▶ [Exercise description]
Could you please return each line of the data that has the word "true"?

▶ [Data to process]
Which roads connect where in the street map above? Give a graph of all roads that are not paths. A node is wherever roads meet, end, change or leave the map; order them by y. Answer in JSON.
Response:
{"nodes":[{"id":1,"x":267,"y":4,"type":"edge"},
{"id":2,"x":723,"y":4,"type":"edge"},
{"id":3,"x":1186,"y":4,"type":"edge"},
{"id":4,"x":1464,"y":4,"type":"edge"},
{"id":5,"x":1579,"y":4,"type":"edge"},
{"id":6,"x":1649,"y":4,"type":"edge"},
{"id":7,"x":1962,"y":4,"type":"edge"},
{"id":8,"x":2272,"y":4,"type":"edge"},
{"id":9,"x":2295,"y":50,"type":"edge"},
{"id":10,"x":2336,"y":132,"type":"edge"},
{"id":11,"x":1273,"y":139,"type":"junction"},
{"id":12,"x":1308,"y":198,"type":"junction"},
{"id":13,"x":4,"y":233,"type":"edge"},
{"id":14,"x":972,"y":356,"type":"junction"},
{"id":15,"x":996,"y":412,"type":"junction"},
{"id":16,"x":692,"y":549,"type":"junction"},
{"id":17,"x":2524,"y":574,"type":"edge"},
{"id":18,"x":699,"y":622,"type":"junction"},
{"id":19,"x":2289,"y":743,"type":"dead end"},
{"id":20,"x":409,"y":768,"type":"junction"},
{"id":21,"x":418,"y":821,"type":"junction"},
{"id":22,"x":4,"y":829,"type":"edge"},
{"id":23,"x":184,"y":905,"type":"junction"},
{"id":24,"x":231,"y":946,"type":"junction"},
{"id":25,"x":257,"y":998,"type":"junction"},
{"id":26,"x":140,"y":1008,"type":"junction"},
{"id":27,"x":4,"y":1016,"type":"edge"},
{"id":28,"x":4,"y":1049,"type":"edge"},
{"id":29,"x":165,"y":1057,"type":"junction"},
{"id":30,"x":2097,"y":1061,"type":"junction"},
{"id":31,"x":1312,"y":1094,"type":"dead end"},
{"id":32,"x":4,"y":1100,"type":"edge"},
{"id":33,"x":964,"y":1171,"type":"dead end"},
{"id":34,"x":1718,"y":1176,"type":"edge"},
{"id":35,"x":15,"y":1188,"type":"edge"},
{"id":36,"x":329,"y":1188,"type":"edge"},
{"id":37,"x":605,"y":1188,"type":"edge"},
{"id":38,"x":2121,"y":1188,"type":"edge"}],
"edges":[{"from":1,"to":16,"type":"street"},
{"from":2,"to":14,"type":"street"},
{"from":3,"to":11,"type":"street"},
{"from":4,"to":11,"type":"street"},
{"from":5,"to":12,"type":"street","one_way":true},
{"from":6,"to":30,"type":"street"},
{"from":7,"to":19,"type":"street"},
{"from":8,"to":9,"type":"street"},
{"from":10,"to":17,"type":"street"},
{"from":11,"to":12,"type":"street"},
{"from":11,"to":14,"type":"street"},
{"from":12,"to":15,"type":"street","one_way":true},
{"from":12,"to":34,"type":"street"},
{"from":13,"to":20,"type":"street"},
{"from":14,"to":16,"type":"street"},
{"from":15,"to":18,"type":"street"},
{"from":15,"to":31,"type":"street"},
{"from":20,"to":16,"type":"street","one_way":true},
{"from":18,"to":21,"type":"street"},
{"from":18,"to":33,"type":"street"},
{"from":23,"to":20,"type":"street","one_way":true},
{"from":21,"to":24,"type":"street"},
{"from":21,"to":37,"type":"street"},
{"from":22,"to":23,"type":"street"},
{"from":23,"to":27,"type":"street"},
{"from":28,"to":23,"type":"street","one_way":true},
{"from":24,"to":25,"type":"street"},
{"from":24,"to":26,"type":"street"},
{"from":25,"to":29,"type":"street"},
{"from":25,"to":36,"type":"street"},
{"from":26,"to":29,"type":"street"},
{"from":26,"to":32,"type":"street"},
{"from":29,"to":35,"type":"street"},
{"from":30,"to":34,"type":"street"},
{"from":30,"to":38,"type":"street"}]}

▶ [Result of the task]
{"from":5,"to":12,"type":"street","one_way":true},
{"from":12,"to":15,"type":"street","one_way":true},
{"from":20,"to":16,"type":"street","one_way":true},
{"from":23,"to":20,"type":"street","one_way":true},
{"from":28,"to":23,"type":"street","one_way":true},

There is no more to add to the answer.